And then the input, again we also reshape that, but remember the predictions also have this axis of length 84, all of the predicted probabilities. So here's a custom loss function, that's it. So if you ever want to play around with your own loss functions, you can just do that like so, and then pass that to fit.
So it's important to remember that fit is this lowest level fastai abstraction, this is the thing that implements the training loop. And so the stuff you pass it in is all standard PyTorch stuff except for this. This is our model data object, this is the thing that wraps up the test set, the training set and the validation set together.
So when we pull the triangle into the repeated structure, so the first n-1 iterations of the sequence length, we don't see the whole sequence length, so does that mean that the batch size should be much bigger so that you get a triangular kind of -- Now be careful, you don't mean batch size, you mean sequence length, right?
Because the batch size is like something else entirely. So yes, if you have a short sequence length like 8, the first character has nothing to go on, it starts with an empty hidden state of zeros. So what we're going to start with next week is we're going to learn how to avoid that problem.
And so it's a really insightful question or concern. But if you think about it, the basic idea is why should we reset this to 0 every time? If we can kind of line up these mini-batches somehow so that the next mini-batch joins up correctly, it represents the next letter in nature's works, then we'd want to move this up into the constructor and then pass that here and then store it here.
And now we're not resetting the hidden state each time, we're actually keeping the hidden state from call to call, and so the only time that it would be failing to benefit from learning state would be literally at the very start of the document. So that's where we're going to try ahead next week.

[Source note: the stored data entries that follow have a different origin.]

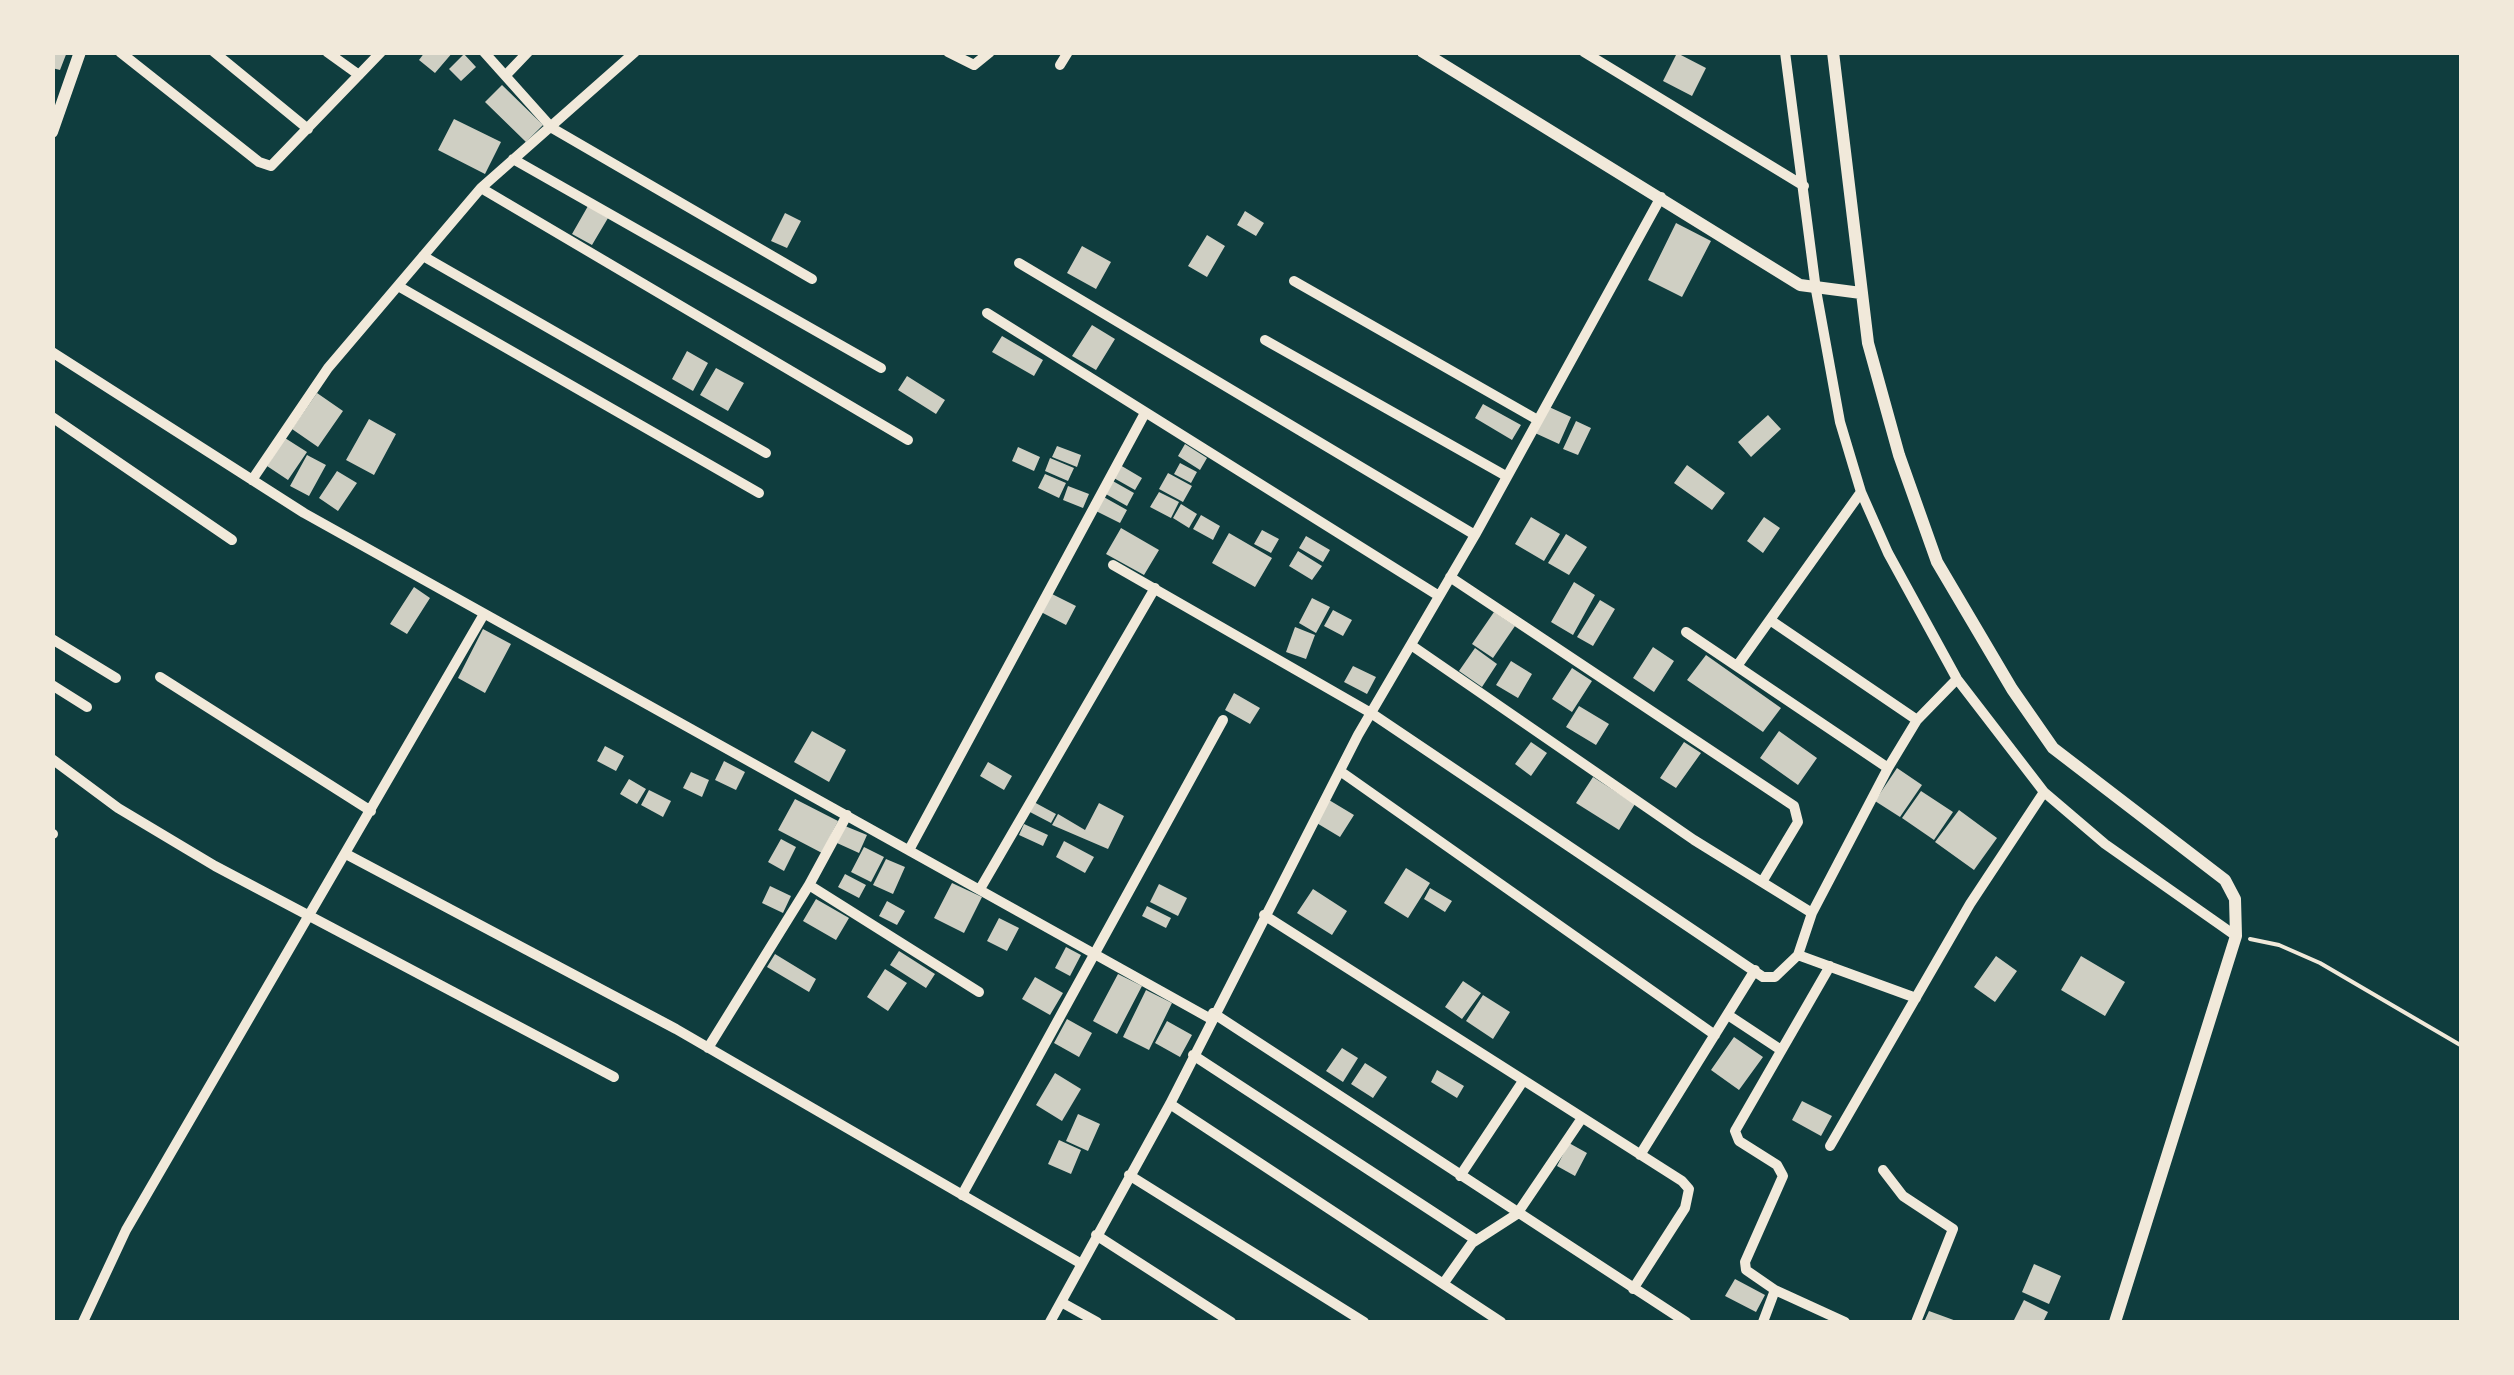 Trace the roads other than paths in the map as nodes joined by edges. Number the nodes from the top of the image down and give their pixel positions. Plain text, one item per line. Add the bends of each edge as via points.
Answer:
1 (80, 52) edge
2 (120, 52) edge
3 (214, 52) edge
4 (328, 52) edge
5 (381, 52) edge
6 (484, 52) edge
7 (528, 52) edge
8 (635, 52) edge
9 (948, 52) edge
10 (990, 52) edge
11 (1068, 52) edge
12 (1423, 52) edge
13 (1584, 52) edge
14 (1784, 52) edge
15 (1832, 52) edge
16 (1060, 65) dead end
17 (359, 75) junction
18 (506, 75) junction
19 (552, 128) junction
20 (308, 129) junction
21 (52, 132) edge
22 (513, 159) junction
23 (1804, 186) junction
24 (481, 188) junction
25 (1661, 196) junction
26 (423, 256) junction
27 (1019, 263) dead end
28 (812, 280) dead end
29 (1294, 281) dead end
30 (398, 286) junction
31 (1816, 290) junction
32 (1861, 293) junction
33 (987, 313) dead end
34 (1265, 340) dead end
35 (52, 352) edge
36 (881, 368) dead end
37 (1145, 413) junction
38 (52, 416) edge
39 (1536, 419) junction
40 (908, 440) dead end
41 (766, 453) dead end
42 (1506, 476) junction
43 (252, 480) junction
44 (1861, 492) junction
45 (759, 493) dead end
46 (1475, 535) junction
47 (232, 540) dead end
48 (1113, 565) dead end
49 (1450, 577) junction
50 (1155, 588) junction
51 (1439, 596) junction
52 (484, 614) junction
53 (1770, 620) junction
54 (1686, 632) dead end
55 (52, 639) edge
56 (1412, 645) junction
57 (1737, 666) junction
58 (160, 677) dead end
59 (116, 678) dead end
60 (1957, 678) junction
61 (52, 685) edge
62 (86, 707) dead end
63 (1371, 713) junction
64 (1223, 720) dead end
65 (1917, 720) junction
66 (52, 759) edge
67 (1888, 768) junction
68 (1340, 770) junction
69 (2044, 792) junction
70 (371, 810) junction
71 (847, 815) junction
72 (910, 850) junction
73 (346, 854) junction
74 (1762, 882) junction
75 (809, 885) junction
76 (980, 889) junction
77 (308, 914) junction
78 (1812, 914) junction
79 (1264, 916) junction
80 (2236, 936) junction
81 (1094, 953) junction
82 (1798, 956) junction
83 (1830, 966) junction
84 (1755, 970) junction
85 (979, 992) dead end
86 (1916, 998) junction
87 (1728, 1015) junction
88 (1212, 1016) junction
89 (1715, 1035) junction
90 (708, 1048) junction
91 (1782, 1050) junction
92 (1194, 1055) junction
93 (614, 1077) dead end
94 (1522, 1081) junction
95 (1170, 1104) junction
96 (1582, 1118) junction
97 (1830, 1146) dead end
98 (1640, 1155) junction
99 (1884, 1170) dead end
100 (1130, 1175) junction
101 (1460, 1176) junction
102 (962, 1195) junction
103 (1517, 1214) junction
104 (1096, 1234) junction
105 (1476, 1240) junction
106 (1080, 1263) junction
107 (1443, 1284) junction
108 (1633, 1288) junction
109 (1775, 1290) junction
110 (1060, 1302) junction
111 (1356, 1321) edge
112 (83, 1322) edge
113 (1050, 1322) edge
114 (1097, 1322) edge
115 (1232, 1322) edge
116 (1500, 1322) edge
117 (1686, 1322) edge
118 (1762, 1322) edge
119 (1844, 1322) edge
120 (1916, 1322) edge
121 (2115, 1322) edge

1 - 21 street
2 - 20 street via 259,162 276,164
3 - 20 street
4 - 17 street
5 - 17 street
6 - 18 street
7 - 18 street
8 - 19 street
9 - 10 street via 974,65
11 - 16 street
12 - 25 street
13 - 23 street
14 - 23 street
15 - 32 street
17 - 20 street
18 - 19 street
19 - 22 street
19 - 28 street
22 - 24 street
22 - 36 street
23 - 31 street
24 - 26 street
24 - 40 street
25 - 31 street
25 - 39 street
26 - 30 street
26 - 41 street
27 - 46 street
29 - 39 street
30 - 43 street via 328,368
30 - 45 street
31 - 32 street
31 - 44 street via 1840,422
32 - 80 street via 1899,455 1938,562 1965,610 2053,748 2226,880 2236,899
33 - 37 street
34 - 42 street
35 - 43 street
37 - 51 street
37 - 72 street
38 - 47 street
39 - 42 street
42 - 46 street
43 - 52 street
44 - 53 street
44 - 60 street
46 - 49 street
48 - 50 street
49 - 51 street
49 - 74 street via 1794,806 1798,822
50 - 63 street
50 - 76 street
51 - 56 street
52 - 70 street
52 - 71 street
53 - 57 street
53 - 65 street
54 - 57 street
55 - 59 street
56 - 63 street
56 - 74 street
57 - 67 street
58 - 70 street
60 - 65 street
60 - 69 street
61 - 62 street
63 - 68 street
63 - 84 street
64 - 81 street
65 - 67 street
66 - 77 street via 169,840
67 - 78 street
68 - 79 street
68 - 89 street
69 - 80 street via 2104,844
69 - 86 street
70 - 73 street
71 - 72 street
71 - 75 street
72 - 76 street
73 - 77 street
73 - 90 street
74 - 78 street
75 - 85 street
75 - 90 street
76 - 81 street
77 - 93 street
77 - 112 street via 126,1230
78 - 82 street
79 - 88 street
79 - 94 street
80 - 121 street
81 - 88 street
81 - 102 street
82 - 83 street
82 - 84 street via 1774,978
83 - 86 street
83 - 91 street
84 - 87 street
86 - 97 street
87 - 89 street
87 - 91 street
88 - 92 street
88 - 101 street
89 - 98 street
90 - 102 street
91 - 109 street via 1735,1131 1739,1141 1782,1170 1745,1262 1746,1270
92 - 95 street
92 - 105 street
94 - 96 street
94 - 101 street
95 - 100 street
95 - 107 street
96 - 98 street
96 - 103 street
98 - 108 street via 1682,1182 1689,1198
99 - 120 street via 1904,1196 1954,1229
100 - 104 street
100 - 111 street
101 - 103 street
102 - 106 street
103 - 105 street
103 - 108 street
104 - 106 street
104 - 115 street
105 - 107 street
106 - 110 street
107 - 116 street
108 - 117 street
109 - 118 street
109 - 119 street
110 - 113 street
110 - 114 street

I feel like this lesson, every time I've got a punch line coming, somebody asks me a question where I have to do the punch line ahead of time. So we can fit that and we can fit that. And I want to show you something interesting, and this is coming to another punch line that Yannette tried to spoil, which is when we're -- remember, this is just doing a loop, applying the same matrix multiply again and again.
If that matrix multiply tends to increase the activations each time, then effectively we're doing that to the power of 8, so it's going to shoot off really high, or if it's decreasing it a little bit each time, it's going to shoot off really low. So this is what we call a gradient explosion.
And so we really want to make sure that the initial L hidden that we create is of a size that's not going to cause our activations on average to increase or decrease. And there's actually a very nice matrix that does exactly that, called the identity matrix. So the identity matrix for those that don't quite remember their linear algebra is this.
This would be a size 3 identity matrix. And so the trick about an identity matrix is anything times an identity matrix is itself. And therefore you could multiply by this again and again and again and again and still end up with itself, so there's no gradient explosion. So what we could do is instead of using whatever the default random unit is for this matrix, we could instead, after we create our RNN, we can go into that RNN, and if we now go like so, we can get the docs for m.RNN.
And as well as the arguments for constructing it, it also tells you the inputs and outputs for calling the layer, and it also tells you the attributes. And so it tells you there's something called weightHH, and these are the learnable hidden to hidden weights, that's that square matrix. So after we've constructed our m, we can just go in and say m.RNN.weightHHL.data, that's the tensor, dot copy_inplace, torch.i, that is 'i' for identity, in case you were wondering.
So this is an identity matrix of size n hidden. So this both puts into this weight matrix and returns the identity matrix. And so this was like, actually a Jeffrey Hinton paper was like, hey, you know, after 2015, so after recurrent neural nets have been around for decades, he was like, hey gang, maybe we should just use the identity matrix to initialize this, and it actually turns out to work really well.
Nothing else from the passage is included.